残酷な宣告
ダストは顔を上げた。
「どういうことだ?」
「私たちは小さな小さな宇宙のかけら。宇宙を織り成す細胞のようなもの。その細胞を、侵食する存在が現れたらどうなると思います?」
「侵食?」
「君が桜を求めるということは、神に等しき存在が、高々数十年で死ぬちっぽけな存在を求めるということ。それは異常な状態。細胞を侵食する異常な存在」
ダストは己の手を見た。
桜の薄い肩の感触が蘇る。
「異常な状態の細胞は、増殖する前に切って捨てなければならない。桜は宇宙から、危険だと判断されたのです」
ナルはすっと空を指差した。
「宇宙の意思です」
「……なぜそんなことを知っている」
ダストは震えながらナルを見つめた。
「まさかお前が……。お前が桜を!」
ナルはうなずかなかった。
ただし、否定もしなかった。
透明な、人形のような顔が、ダストを見返す。
「桜を。桜を返せ!」
ダストを中心に、円を描くように亀裂が入る。
「ぐっ!」
衝撃にナルは吹き飛ばされた。
ダストが踏み込む。
地面が大きく割れる。
ナルに向かって一直線に飛ぶ。
ダストは力の限り拳を振るった。
ナルは避けなかった。
為すがままにダストの拳を受けた。
吹っ飛び地面にぶつかりバウンドする。
それでもダストは止まらなかった。
ナルを追いかけ蹴り上げる。
ナルが空を飛ぶ。
ダストの姿が消え、ナルの背後に現れる。
両手を組み合わせ、ナルの頭部に向かって振り下ろす。
ナルは地面に打ち付けられた。
爆音と共にクレーターができる。
ダストは窪みの淵に降りた。
パラパラと音を立て、砂まみれになったナルが立ち上がる。
「ダスト。君は本当にわからないのか。君ならわかるはずだ。
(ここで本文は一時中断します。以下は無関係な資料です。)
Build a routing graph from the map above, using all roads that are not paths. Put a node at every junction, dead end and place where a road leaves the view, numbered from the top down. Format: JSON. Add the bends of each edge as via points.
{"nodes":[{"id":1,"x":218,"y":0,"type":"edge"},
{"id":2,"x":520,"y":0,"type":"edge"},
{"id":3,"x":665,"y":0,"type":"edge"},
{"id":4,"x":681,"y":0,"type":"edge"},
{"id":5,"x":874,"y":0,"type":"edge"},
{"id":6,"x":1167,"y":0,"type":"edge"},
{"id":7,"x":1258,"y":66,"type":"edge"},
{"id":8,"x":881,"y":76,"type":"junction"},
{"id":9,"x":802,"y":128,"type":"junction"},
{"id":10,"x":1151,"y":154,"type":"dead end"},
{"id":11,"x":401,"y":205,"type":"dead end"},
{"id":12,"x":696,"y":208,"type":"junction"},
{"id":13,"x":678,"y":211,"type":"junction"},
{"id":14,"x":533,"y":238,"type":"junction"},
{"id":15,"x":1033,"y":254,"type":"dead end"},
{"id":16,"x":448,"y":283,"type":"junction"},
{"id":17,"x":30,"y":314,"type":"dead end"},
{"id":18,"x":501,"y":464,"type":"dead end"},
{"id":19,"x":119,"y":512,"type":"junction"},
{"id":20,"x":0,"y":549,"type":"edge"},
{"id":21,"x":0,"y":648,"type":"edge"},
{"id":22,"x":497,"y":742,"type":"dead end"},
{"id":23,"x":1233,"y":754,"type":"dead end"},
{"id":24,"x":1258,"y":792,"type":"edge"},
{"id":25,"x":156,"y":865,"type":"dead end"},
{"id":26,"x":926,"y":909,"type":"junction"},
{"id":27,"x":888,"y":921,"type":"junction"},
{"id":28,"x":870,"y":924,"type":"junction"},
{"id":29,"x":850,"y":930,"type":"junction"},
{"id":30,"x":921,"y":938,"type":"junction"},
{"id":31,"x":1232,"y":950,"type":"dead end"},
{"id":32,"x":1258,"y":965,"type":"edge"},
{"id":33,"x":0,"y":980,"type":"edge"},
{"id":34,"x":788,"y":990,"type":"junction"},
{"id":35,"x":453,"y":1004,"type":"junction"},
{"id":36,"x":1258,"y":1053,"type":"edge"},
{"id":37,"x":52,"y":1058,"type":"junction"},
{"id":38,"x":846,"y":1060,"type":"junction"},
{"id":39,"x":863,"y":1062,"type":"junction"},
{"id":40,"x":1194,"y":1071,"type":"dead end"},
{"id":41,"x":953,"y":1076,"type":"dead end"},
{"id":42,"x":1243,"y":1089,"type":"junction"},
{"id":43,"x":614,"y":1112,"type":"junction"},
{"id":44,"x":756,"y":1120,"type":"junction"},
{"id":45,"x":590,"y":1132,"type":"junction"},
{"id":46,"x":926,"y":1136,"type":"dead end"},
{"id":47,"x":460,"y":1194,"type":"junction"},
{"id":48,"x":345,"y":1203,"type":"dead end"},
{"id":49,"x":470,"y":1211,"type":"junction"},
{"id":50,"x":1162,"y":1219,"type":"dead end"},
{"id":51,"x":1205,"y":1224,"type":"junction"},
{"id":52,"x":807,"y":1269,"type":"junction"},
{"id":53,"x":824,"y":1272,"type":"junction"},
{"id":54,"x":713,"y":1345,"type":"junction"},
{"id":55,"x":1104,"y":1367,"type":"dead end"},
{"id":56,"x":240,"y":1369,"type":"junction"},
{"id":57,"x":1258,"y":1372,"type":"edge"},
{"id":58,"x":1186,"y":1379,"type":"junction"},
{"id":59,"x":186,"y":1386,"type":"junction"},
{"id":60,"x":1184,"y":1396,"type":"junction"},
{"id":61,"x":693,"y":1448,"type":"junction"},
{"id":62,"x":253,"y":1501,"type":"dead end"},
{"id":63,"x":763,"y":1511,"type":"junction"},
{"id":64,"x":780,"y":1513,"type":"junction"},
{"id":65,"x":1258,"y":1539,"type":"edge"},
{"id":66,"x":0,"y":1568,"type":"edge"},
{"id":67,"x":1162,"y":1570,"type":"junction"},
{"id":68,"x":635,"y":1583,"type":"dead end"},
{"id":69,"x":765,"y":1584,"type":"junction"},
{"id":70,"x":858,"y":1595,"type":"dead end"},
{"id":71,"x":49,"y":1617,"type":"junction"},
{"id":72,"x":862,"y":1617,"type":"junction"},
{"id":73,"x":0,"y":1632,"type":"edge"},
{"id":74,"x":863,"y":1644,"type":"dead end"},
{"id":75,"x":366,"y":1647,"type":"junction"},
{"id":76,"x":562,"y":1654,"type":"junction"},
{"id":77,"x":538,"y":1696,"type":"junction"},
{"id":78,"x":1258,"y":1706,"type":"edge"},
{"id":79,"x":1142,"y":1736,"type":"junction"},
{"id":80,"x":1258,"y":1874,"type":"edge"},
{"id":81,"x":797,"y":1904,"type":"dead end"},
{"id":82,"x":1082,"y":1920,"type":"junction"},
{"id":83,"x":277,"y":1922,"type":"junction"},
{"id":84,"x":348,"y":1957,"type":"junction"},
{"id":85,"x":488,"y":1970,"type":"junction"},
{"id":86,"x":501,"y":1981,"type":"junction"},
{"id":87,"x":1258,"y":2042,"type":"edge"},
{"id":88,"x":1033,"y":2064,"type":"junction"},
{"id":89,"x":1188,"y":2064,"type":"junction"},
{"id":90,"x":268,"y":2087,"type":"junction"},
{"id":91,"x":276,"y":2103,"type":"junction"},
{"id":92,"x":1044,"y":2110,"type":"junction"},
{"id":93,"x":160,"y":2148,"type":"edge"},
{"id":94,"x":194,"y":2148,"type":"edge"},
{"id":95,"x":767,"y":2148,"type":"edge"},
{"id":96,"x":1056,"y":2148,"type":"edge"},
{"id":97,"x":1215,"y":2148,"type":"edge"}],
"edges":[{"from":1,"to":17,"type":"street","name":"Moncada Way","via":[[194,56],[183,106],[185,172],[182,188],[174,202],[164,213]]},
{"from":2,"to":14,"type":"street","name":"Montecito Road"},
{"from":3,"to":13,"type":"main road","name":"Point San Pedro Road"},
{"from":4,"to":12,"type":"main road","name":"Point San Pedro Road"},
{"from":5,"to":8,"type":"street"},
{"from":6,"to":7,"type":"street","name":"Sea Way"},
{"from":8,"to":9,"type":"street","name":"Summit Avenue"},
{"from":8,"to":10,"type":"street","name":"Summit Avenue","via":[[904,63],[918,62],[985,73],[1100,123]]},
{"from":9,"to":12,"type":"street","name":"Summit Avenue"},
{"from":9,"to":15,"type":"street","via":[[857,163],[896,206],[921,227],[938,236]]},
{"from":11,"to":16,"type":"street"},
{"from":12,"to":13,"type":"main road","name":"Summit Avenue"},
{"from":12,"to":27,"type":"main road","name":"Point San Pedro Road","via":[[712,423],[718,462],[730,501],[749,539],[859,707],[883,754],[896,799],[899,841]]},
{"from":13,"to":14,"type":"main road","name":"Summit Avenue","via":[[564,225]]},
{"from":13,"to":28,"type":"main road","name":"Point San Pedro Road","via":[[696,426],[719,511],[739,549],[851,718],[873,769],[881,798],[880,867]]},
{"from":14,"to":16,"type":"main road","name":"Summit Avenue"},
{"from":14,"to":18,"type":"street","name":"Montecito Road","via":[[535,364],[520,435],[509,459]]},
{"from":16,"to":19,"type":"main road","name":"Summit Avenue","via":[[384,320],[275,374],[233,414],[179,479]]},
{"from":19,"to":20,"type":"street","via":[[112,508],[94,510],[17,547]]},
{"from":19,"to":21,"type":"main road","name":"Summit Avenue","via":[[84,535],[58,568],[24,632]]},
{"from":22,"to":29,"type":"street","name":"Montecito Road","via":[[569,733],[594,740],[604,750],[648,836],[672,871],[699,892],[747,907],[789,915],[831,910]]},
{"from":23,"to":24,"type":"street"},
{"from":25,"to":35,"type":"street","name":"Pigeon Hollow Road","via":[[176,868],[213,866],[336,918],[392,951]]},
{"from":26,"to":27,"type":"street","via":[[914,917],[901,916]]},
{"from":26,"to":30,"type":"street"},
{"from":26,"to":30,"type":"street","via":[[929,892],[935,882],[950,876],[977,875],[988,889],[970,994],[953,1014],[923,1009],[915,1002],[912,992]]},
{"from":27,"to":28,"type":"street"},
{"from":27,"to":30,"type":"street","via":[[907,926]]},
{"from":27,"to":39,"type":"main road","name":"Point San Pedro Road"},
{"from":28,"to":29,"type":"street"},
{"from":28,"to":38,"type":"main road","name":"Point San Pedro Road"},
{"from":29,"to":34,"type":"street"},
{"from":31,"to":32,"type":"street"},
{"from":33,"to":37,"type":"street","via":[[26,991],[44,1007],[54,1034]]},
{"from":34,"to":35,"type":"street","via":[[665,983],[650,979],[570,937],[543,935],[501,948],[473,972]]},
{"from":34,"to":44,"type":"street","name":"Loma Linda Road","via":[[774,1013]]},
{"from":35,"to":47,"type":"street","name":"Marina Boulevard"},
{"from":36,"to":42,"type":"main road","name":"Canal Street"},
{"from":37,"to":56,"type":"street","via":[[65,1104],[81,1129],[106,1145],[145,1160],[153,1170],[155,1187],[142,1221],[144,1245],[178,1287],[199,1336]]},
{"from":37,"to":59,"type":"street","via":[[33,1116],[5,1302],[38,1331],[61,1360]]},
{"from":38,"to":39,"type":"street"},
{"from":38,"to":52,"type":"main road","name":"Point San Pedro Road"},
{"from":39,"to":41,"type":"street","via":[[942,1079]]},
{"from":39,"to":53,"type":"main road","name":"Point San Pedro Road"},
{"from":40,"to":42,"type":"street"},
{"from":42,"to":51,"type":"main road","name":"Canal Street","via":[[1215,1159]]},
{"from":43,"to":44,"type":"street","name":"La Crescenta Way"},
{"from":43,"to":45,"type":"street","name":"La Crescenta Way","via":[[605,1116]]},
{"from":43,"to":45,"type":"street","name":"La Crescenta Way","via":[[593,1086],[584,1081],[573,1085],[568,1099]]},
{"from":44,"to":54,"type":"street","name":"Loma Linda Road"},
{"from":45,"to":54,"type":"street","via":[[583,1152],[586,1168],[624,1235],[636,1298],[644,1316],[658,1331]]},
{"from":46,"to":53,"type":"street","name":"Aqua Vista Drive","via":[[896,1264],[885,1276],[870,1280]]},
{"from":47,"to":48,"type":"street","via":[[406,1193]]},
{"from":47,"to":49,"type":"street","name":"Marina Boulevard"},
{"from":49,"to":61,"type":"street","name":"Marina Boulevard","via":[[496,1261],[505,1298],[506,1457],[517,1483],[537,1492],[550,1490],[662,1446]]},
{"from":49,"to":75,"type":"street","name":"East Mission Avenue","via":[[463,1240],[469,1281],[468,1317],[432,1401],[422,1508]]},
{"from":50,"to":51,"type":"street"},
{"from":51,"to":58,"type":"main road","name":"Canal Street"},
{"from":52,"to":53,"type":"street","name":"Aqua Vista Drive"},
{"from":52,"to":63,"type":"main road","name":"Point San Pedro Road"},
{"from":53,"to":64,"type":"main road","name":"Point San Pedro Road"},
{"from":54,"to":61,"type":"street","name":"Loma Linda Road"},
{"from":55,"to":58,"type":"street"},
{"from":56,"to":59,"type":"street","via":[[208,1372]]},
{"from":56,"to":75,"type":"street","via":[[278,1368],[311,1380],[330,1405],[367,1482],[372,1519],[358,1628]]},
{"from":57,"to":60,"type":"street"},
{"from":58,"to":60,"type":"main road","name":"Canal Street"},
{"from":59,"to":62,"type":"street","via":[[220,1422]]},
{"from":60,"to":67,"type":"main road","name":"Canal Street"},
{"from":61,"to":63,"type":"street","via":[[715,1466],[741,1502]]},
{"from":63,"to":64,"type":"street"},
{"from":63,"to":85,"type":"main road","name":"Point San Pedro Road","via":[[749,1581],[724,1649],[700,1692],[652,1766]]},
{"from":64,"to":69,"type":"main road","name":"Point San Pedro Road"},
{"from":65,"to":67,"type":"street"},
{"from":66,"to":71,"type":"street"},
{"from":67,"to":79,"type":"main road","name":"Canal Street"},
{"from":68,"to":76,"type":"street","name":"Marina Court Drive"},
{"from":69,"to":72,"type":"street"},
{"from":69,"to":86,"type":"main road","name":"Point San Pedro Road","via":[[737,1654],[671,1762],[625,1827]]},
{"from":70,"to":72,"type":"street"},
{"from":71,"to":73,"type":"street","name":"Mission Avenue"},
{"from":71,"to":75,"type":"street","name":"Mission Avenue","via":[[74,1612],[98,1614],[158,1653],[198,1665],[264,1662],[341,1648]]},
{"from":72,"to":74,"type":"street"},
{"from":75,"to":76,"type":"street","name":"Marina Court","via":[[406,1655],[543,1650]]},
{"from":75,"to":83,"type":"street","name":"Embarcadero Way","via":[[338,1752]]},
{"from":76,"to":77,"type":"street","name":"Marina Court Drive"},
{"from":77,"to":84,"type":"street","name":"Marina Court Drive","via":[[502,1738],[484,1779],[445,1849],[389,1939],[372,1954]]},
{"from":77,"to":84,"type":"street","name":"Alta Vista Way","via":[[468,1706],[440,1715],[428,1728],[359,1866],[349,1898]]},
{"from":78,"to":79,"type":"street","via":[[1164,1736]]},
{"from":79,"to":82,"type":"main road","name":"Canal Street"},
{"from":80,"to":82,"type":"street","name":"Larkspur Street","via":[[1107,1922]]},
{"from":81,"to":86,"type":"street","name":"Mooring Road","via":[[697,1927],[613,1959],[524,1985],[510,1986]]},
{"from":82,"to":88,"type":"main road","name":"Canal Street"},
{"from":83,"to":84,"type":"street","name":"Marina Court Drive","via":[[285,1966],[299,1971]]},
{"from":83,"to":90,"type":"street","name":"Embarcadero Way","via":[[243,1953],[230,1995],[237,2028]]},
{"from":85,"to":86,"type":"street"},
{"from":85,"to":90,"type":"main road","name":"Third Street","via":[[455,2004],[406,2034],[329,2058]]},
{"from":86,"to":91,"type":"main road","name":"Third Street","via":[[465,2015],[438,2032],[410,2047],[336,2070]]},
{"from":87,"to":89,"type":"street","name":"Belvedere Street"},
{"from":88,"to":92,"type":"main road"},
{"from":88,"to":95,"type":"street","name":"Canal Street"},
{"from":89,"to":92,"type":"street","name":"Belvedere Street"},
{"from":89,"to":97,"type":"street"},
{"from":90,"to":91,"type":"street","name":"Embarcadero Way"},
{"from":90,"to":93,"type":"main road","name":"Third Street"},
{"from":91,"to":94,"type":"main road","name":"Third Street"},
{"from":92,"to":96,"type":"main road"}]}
わかっているのに、わからないふりをしているだけだ」
ダストは右手を振った。
すると三個の鉄球が現れた。
それをナルに向かって振る。
鉄球は猛烈な速さでナルに飛んだ。
鉄球の温度が上がり、鉛色から赤く、そして白くなる。
ナルが手をかざすと、透明な壁が現れた。
壁に鉄球がぶつかる。
鉄球は回転しながら壁の表面を抉るように進んだ。
ナルは壁を残して上空へと飛んだ。
ダストが追いかける。
ダストは両手に力を込め、クロスさせるように光線を出した。
ナルが光線を撃ち落とす。
「君が彼女を望まなければ、彼女が死ぬことはなかった。彼女を殺したのは君だ。君は選ばれた存在だ。君さえ、僕を、宇宙を選べば、彼女は救われる!」
ダストは距離を詰め、右腕を刃のようにして斬りつけた。
左肩上から右脇下へ。
そこから更に逆袈裟へ。
右腹から左腹へ水平に。
最後に真上から真下に向かって真っ向に斬った。
ナルは全身から血を吹き出し、地に落ちた。
ダストがゆっくりと降りる。
ダストの右手に力が集まる。
「どれだけ次元を渡っても、桜が助かる道はない」
ナルはボロ雑巾のようになり、血まみれになっていた。
「桜は両親のいる別の世界にとどまることをしなかった。それは虚構の世界に作り上げた偽物だとわかっていたからだ。君にはそれがわからないのか」
ダストの右手がわななく。
「何度彼女を殺せば気が済む」
「…………」
「お前の超えた次元の数だけ、お前の見捨てた世界には、桜の遺体が取り残されているんだぞ!」
「うるさい!」
ダストが右手を払った。光の束は、見当違いの所へ飛んでいき、爆発炎上した。
「桜が一体何をした。桜はただ、懸命に生きていただけじゃないか。両親に先立たれ、孤独に、それでも一生懸命。それなのになぜ、桜の命が奪われなければならない!」
ダストは血を吐くように叫んだ。
ナルが、残酷な宣告をする。
「君が、彼女を求めたからだ」
ダストの膝が崩れ落ちる。
「俺の、せいなのか……。俺が、桜を求めたから……」
ナルはダストに向かって手を上げた。
「ダスト。一緒に行きましょう。君と一緒にいられるのは私だけです」
ダストはその手をぼんやりと見つめた。
幾多の世界を渡り、何人もの桜の遺体を作ってきた。
桜にとって、本当に有害だったのはダストだった。
ダストが現れなければ、桜は今も生きていた。
三千世界を巡っても、ダストが桜を求める限り、桜の命は助からない。
「…………桜」
桜の未来を奪ったのは、他でもないダスト自身だった。